##### DATASET EXTRACT #####
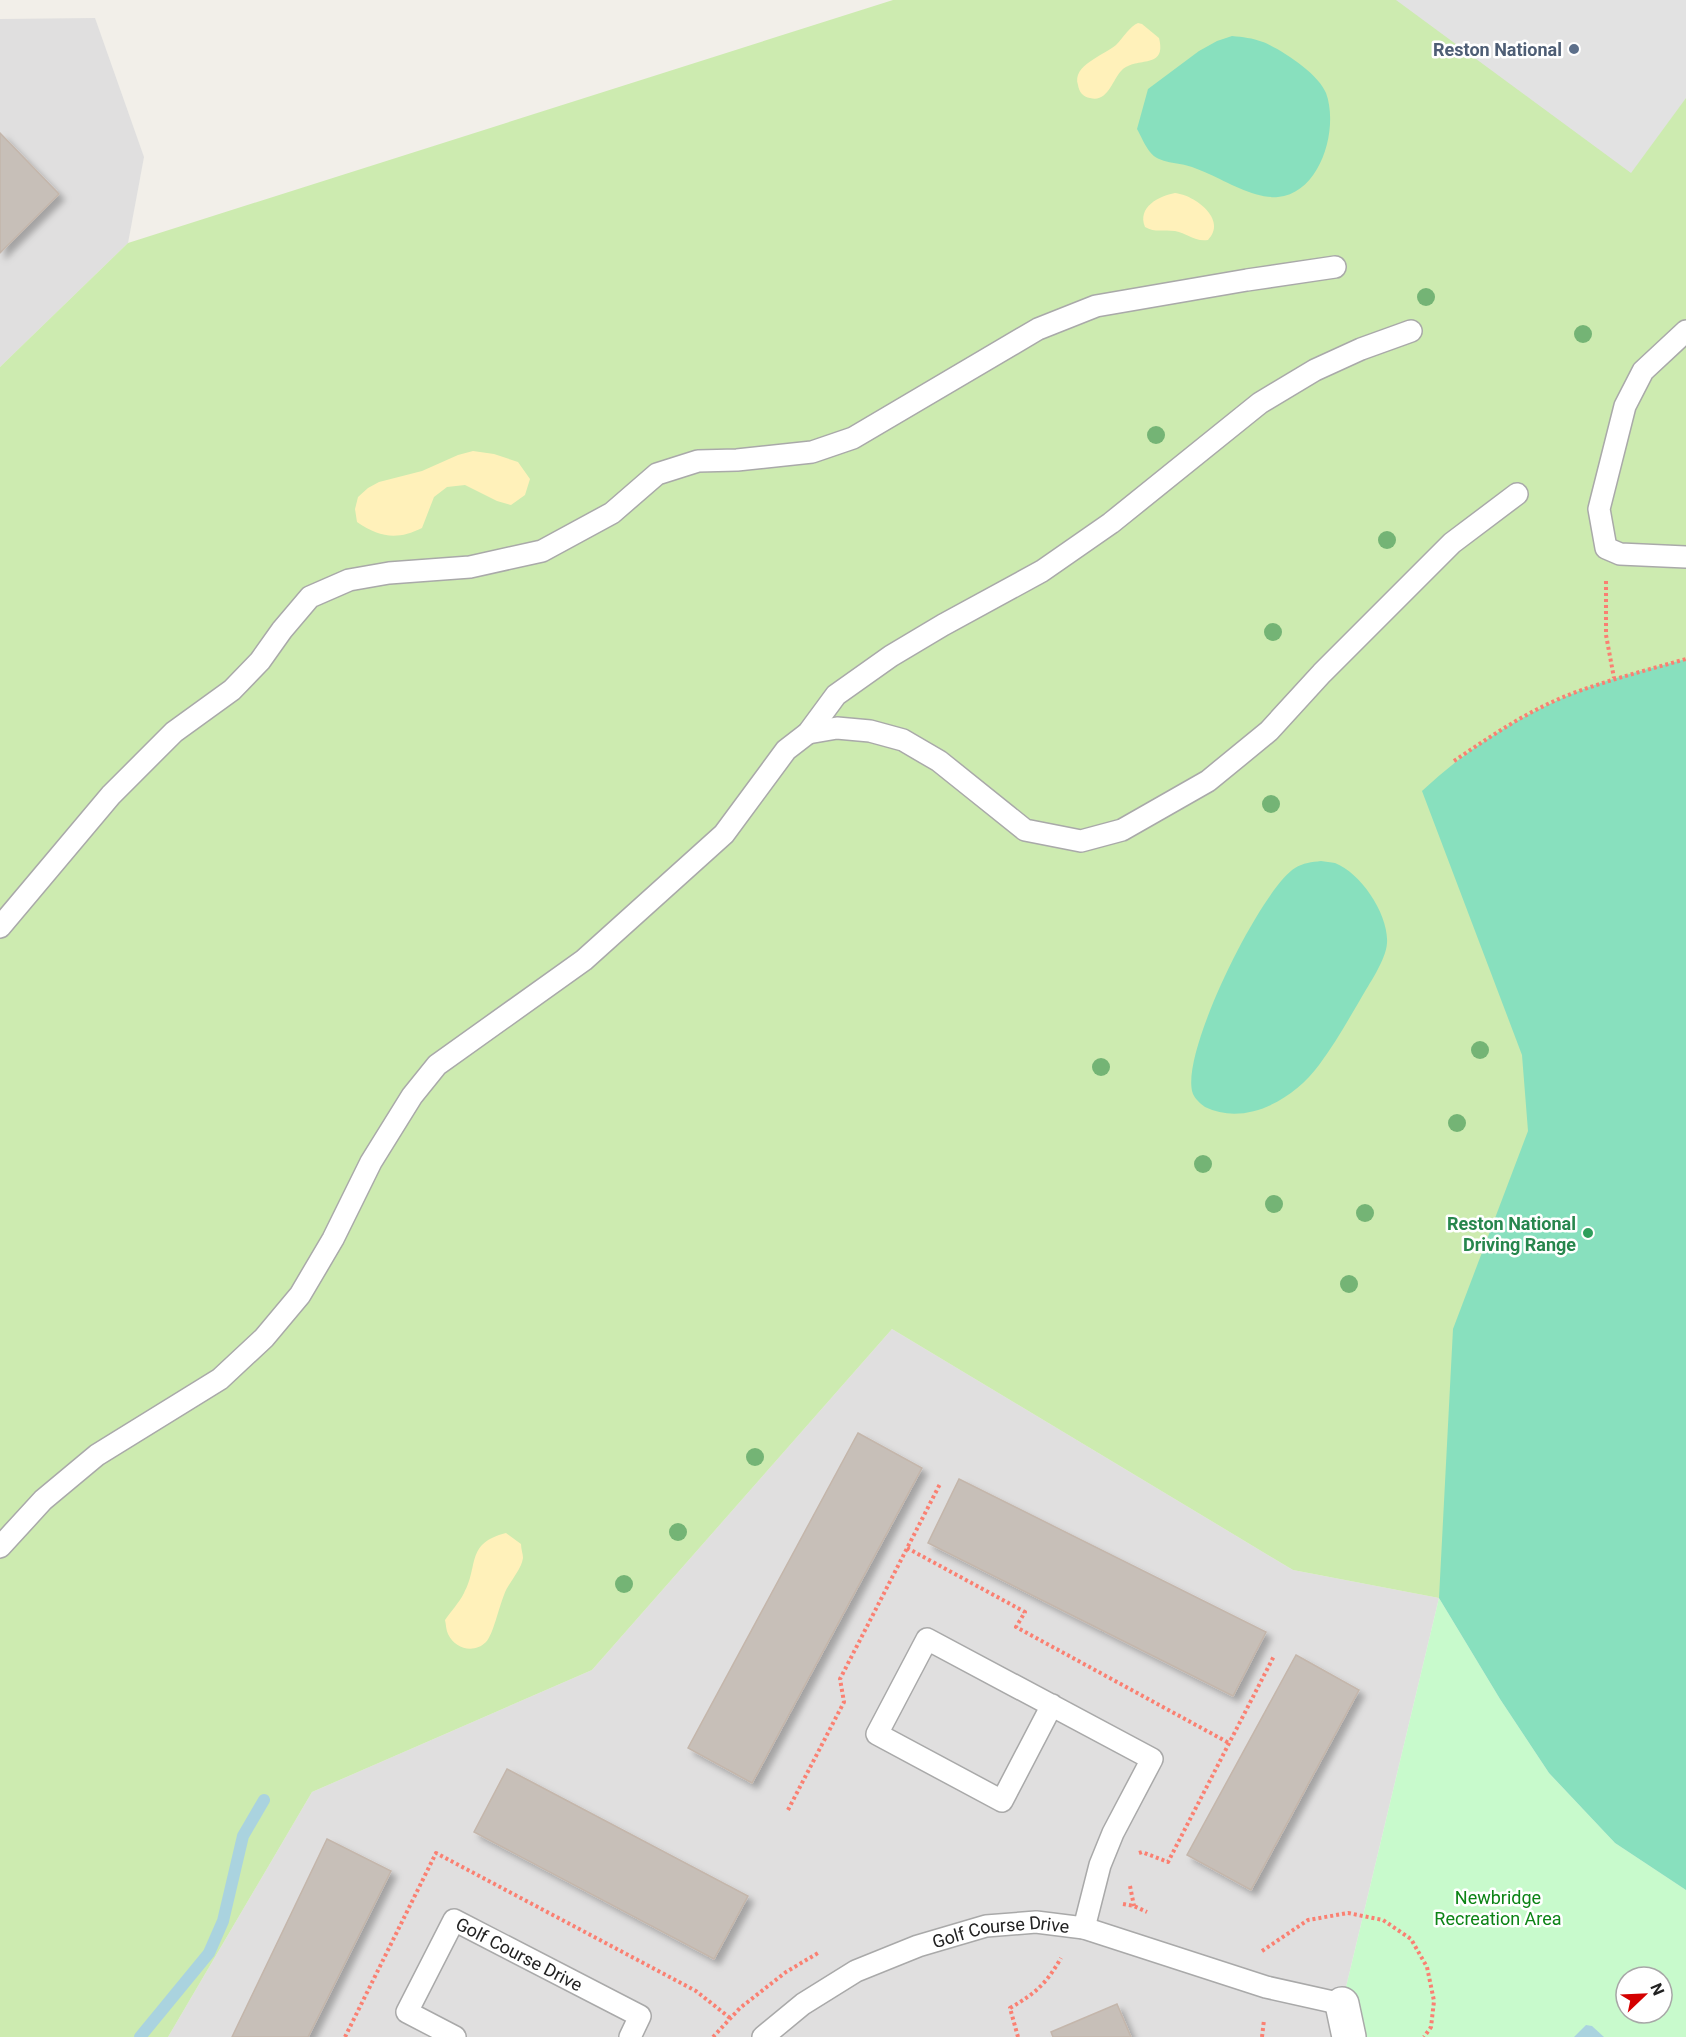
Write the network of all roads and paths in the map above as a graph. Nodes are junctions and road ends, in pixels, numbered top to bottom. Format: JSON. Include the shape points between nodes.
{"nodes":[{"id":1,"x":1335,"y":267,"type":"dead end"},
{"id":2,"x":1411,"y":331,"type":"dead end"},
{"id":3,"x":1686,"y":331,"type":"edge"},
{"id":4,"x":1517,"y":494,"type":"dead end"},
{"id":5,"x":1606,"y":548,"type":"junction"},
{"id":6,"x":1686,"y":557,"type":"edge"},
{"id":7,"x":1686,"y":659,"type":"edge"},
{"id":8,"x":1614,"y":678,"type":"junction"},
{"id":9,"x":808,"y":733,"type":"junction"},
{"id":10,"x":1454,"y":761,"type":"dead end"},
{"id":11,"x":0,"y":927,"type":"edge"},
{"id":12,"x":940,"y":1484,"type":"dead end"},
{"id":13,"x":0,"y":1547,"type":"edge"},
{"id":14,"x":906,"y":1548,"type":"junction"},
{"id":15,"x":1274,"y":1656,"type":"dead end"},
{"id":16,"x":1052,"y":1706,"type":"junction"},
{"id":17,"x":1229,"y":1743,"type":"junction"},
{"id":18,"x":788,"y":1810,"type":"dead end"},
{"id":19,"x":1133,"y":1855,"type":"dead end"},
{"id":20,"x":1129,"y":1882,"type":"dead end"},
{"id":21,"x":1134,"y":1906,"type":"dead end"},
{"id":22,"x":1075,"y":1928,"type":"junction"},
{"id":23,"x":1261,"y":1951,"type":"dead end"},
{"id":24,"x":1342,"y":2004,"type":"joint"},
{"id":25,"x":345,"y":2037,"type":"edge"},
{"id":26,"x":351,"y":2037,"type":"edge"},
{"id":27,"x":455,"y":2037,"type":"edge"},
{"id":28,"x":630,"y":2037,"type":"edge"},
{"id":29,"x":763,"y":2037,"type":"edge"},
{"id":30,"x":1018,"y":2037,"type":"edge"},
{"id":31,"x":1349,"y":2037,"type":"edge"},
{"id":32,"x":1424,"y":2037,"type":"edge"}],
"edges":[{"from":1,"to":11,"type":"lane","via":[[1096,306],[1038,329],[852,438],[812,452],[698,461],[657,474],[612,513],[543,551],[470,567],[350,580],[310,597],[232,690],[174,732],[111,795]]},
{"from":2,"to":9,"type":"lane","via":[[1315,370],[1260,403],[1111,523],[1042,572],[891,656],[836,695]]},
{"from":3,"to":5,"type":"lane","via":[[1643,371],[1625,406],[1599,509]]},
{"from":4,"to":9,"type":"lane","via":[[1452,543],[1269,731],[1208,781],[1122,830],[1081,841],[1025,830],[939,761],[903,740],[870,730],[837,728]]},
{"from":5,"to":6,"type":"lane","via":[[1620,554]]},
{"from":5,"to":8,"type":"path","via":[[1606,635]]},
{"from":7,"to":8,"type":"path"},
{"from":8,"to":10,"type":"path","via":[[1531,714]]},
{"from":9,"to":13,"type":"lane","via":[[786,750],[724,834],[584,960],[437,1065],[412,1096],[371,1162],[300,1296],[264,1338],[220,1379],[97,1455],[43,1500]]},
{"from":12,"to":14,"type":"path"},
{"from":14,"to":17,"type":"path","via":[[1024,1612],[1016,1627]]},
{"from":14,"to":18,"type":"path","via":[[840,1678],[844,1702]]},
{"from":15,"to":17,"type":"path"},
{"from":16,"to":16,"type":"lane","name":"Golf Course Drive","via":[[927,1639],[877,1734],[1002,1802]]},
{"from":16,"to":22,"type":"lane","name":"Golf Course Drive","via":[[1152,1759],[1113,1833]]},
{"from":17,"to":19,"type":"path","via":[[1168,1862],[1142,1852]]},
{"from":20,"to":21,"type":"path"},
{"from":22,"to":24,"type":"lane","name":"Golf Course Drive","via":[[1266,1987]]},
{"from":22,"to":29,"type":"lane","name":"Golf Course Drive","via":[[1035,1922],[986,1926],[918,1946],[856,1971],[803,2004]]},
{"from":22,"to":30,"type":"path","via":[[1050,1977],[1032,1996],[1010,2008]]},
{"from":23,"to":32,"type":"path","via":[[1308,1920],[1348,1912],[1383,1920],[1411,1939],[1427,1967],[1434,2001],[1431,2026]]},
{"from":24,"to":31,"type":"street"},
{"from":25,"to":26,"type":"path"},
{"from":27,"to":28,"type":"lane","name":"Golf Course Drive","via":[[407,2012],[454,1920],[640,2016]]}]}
#####
*TASK REQUIREMENTS*. Could you repeat each line above exactly as written? Omit the pictures.

*SOLUTION TO THIS EXERCISE*.
Write the network of all roads and paths in the map above as a graph. Nodes are junctions and road ends, in pixels, numbered top to bottom. Format: JSON. Include the shape points between nodes.
{"nodes":[{"id":1,"x":1335,"y":267,"type":"dead end"},
{"id":2,"x":1411,"y":331,"type":"dead end"},
{"id":3,"x":1686,"y":331,"type":"edge"},
{"id":4,"x":1517,"y":494,"type":"dead end"},
{"id":5,"x":1606,"y":548,"type":"junction"},
{"id":6,"x":1686,"y":557,"type":"edge"},
{"id":7,"x":1686,"y":659,"type":"edge"},
{"id":8,"x":1614,"y":678,"type":"junction"},
{"id":9,"x":808,"y":733,"type":"junction"},
{"id":10,"x":1454,"y":761,"type":"dead end"},
{"id":11,"x":0,"y":927,"type":"edge"},
{"id":12,"x":940,"y":1484,"type":"dead end"},
{"id":13,"x":0,"y":1547,"type":"edge"},
{"id":14,"x":906,"y":1548,"type":"junction"},
{"id":15,"x":1274,"y":1656,"type":"dead end"},
{"id":16,"x":1052,"y":1706,"type":"junction"},
{"id":17,"x":1229,"y":1743,"type":"junction"},
{"id":18,"x":788,"y":1810,"type":"dead end"},
{"id":19,"x":1133,"y":1855,"type":"dead end"},
{"id":20,"x":1129,"y":1882,"type":"dead end"},
{"id":21,"x":1134,"y":1906,"type":"dead end"},
{"id":22,"x":1075,"y":1928,"type":"junction"},
{"id":23,"x":1261,"y":1951,"type":"dead end"},
{"id":24,"x":1342,"y":2004,"type":"joint"},
{"id":25,"x":345,"y":2037,"type":"edge"},
{"id":26,"x":351,"y":2037,"type":"edge"},
{"id":27,"x":455,"y":2037,"type":"edge"},
{"id":28,"x":630,"y":2037,"type":"edge"},
{"id":29,"x":763,"y":2037,"type":"edge"},
{"id":30,"x":1018,"y":2037,"type":"edge"},
{"id":31,"x":1349,"y":2037,"type":"edge"},
{"id":32,"x":1424,"y":2037,"type":"edge"}],
"edges":[{"from":1,"to":11,"type":"lane","via":[[1096,306],[1038,329],[852,438],[812,452],[698,461],[657,474],[612,513],[543,551],[470,567],[350,580],[310,597],[232,690],[174,732],[111,795]]},
{"from":2,"to":9,"type":"lane","via":[[1315,370],[1260,403],[1111,523],[1042,572],[891,656],[836,695]]},
{"from":3,"to":5,"type":"lane","via":[[1643,371],[1625,406],[1599,509]]},
{"from":4,"to":9,"type":"lane","via":[[1452,543],[1269,731],[1208,781],[1122,830],[1081,841],[1025,830],[939,761],[903,740],[870,730],[837,728]]},
{"from":5,"to":6,"type":"lane","via":[[1620,554]]},
{"from":5,"to":8,"type":"path","via":[[1606,635]]},
{"from":7,"to":8,"type":"path"},
{"from":8,"to":10,"type":"path","via":[[1531,714]]},
{"from":9,"to":13,"type":"lane","via":[[786,750],[724,834],[584,960],[437,1065],[412,1096],[371,1162],[300,1296],[264,1338],[220,1379],[97,1455],[43,1500]]},
{"from":12,"to":14,"type":"path"},
{"from":14,"to":17,"type":"path","via":[[1024,1612],[1016,1627]]},
{"from":14,"to":18,"type":"path","via":[[840,1678],[844,1702]]},
{"from":15,"to":17,"type":"path"},
{"from":16,"to":16,"type":"lane","name":"Golf Course Drive","via":[[927,1639],[877,1734],[1002,1802]]},
{"from":16,"to":22,"type":"lane","name":"Golf Course Drive","via":[[1152,1759],[1113,1833]]},
{"from":17,"to":19,"type":"path","via":[[1168,1862],[1142,1852]]},
{"from":20,"to":21,"type":"path"},
{"from":22,"to":24,"type":"lane","name":"Golf Course Drive","via":[[1266,1987]]},
{"from":22,"to":29,"type":"lane","name":"Golf Course Drive","via":[[1035,1922],[986,1926],[918,1946],[856,1971],[803,2004]]},
{"from":22,"to":30,"type":"path","via":[[1050,1977],[1032,1996],[1010,2008]]},
{"from":23,"to":32,"type":"path","via":[[1308,1920],[1348,1912],[1383,1920],[1411,1939],[1427,1967],[1434,2001],[1431,2026]]},
{"from":24,"to":31,"type":"street"},
{"from":25,"to":26,"type":"path"},
{"from":27,"to":28,"type":"lane","name":"Golf Course Drive","via":[[407,2012],[454,1920],[640,2016]]}]}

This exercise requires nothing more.